Niacin deficiency in rats decreases bone marrow NAD+, impairing PARP function. Using the micronucleus (MN) assay, this study examined altered dietary niacin status on genomic stability in rats. Weanling male Long-Evans rats were fed niacin deficient (ND), or pair-fed niacin replete (PF) diet for 3 weeks. Bone marrow MN frequency in polychromatic erythrocytes (MN-PCEs) was increased significantly (4.4-fold) by deficiency alone. As the decrease in marrow NAD+ levels was dramatic (80%), the model was extended to include adolescent rats, using 2 diets which cause moderate and mild deficiencies.

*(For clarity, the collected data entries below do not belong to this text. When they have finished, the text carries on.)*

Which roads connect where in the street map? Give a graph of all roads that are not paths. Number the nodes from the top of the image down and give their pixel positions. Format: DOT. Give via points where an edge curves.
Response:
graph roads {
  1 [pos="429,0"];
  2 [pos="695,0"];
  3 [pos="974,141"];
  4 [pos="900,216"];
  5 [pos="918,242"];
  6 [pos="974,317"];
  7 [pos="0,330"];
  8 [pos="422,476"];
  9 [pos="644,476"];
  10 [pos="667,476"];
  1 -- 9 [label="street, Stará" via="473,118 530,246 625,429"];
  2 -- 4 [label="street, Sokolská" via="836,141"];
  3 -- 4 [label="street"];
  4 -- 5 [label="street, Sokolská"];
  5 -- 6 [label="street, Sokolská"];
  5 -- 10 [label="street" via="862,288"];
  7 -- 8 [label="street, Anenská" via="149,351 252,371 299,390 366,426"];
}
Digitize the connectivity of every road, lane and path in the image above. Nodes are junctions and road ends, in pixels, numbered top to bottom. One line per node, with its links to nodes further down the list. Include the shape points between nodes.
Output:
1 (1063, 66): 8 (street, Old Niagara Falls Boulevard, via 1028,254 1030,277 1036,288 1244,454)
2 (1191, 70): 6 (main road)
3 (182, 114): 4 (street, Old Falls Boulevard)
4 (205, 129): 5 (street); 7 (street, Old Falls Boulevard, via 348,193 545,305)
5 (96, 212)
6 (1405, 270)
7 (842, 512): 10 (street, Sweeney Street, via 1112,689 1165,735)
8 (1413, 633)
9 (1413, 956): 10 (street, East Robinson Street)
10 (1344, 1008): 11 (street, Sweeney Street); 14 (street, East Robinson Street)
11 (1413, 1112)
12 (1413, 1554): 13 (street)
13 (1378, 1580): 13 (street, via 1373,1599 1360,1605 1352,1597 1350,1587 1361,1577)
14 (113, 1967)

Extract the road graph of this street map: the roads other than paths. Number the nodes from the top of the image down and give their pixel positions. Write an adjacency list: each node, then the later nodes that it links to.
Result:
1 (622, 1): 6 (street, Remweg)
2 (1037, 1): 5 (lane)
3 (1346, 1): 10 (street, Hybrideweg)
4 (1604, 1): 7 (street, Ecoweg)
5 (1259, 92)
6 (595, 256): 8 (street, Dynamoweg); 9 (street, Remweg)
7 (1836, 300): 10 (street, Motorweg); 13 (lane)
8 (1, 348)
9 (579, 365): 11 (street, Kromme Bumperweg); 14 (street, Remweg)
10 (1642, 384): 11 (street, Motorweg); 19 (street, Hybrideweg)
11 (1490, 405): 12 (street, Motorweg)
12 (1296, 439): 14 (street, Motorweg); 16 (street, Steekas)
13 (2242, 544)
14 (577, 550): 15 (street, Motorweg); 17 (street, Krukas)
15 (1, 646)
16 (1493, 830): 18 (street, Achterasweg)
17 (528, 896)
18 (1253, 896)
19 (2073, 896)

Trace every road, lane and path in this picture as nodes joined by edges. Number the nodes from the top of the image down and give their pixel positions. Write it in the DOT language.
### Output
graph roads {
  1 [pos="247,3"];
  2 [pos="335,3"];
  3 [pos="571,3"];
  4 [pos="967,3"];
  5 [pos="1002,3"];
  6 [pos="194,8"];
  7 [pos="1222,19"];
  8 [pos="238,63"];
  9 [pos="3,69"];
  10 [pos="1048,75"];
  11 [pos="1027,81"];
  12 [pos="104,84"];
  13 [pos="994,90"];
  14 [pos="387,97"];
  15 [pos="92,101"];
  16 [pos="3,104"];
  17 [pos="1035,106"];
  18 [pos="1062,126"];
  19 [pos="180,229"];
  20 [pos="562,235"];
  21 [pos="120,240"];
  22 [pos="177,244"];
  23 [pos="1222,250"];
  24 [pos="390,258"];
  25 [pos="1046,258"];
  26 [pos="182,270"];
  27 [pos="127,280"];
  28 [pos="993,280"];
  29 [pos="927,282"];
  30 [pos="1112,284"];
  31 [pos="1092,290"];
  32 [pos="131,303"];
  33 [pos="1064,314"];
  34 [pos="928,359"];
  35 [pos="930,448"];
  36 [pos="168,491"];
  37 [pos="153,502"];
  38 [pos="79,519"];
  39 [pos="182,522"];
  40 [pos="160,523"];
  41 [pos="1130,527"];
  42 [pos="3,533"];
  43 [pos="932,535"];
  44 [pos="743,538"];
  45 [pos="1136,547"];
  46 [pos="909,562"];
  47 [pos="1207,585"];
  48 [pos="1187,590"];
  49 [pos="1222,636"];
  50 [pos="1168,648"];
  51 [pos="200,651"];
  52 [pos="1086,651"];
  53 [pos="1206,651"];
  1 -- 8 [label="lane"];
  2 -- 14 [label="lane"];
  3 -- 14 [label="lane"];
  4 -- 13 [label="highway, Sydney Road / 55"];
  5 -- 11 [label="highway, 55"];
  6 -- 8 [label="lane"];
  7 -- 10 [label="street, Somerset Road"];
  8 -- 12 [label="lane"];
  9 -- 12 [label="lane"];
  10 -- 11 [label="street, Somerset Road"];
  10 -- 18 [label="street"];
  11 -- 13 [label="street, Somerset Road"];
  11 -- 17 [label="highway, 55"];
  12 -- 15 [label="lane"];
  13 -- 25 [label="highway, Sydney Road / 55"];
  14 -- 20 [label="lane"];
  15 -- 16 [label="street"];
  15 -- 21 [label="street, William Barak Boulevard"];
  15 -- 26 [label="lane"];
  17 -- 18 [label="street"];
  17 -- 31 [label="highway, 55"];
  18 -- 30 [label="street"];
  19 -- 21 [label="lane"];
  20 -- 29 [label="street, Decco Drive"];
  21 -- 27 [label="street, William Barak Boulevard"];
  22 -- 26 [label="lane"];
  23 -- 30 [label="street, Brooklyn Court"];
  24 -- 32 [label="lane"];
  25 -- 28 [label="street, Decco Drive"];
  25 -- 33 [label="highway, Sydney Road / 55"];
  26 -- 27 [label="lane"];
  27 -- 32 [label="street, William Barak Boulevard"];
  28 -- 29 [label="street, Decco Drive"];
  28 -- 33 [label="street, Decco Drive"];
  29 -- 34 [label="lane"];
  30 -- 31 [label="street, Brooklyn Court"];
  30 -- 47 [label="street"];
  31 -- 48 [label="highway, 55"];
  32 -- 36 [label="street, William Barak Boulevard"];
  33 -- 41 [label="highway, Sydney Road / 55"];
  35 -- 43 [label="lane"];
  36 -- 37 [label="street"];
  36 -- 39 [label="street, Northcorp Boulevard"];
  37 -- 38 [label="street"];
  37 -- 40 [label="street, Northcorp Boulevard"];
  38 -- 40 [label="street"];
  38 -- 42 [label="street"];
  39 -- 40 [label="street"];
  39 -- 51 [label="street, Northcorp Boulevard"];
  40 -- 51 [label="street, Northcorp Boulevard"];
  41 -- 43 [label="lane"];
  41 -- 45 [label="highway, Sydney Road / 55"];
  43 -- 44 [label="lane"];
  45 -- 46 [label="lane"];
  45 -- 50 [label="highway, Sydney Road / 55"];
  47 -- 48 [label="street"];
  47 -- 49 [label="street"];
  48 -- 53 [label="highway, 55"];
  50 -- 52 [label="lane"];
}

ND rats with a moderate decrease in marrow NAD+ (55%), showed a significant increase in MN-PCE (1.9-fold). However, ND rats with a mild decrease in NAD+ (25%) did not have a significantly enhanced MN-PCE frequency (1.2-fold). These experiments have identified the range of marrow NAD+ levels that lead to this type of genomic instability. To further characterize the interaction between niacin status and MN formation, ethylnitrosourea (ENU) treatment (30 mg/kg) was used to induce DNA damage. ND, in the weanling model, caused a dramatic increase (3.6-fold) in ENU-induced MN-PCEs (likely clastogenic in nature). This study emphasizes the importance of niacin in the maintenance of genomic stability in rats. We are working on identification of aneugenic versus clastogenic MN to help define the mechanisms by which ND increases genomic instability. Other data from our laboratory using comet analysis suggests that clastogenicity will not account for the large increase in genomic instability due to ND alone.

Keywords: niacin deficiency, NAD+, ethylnitrosourea (ENU), micronuclei (MN)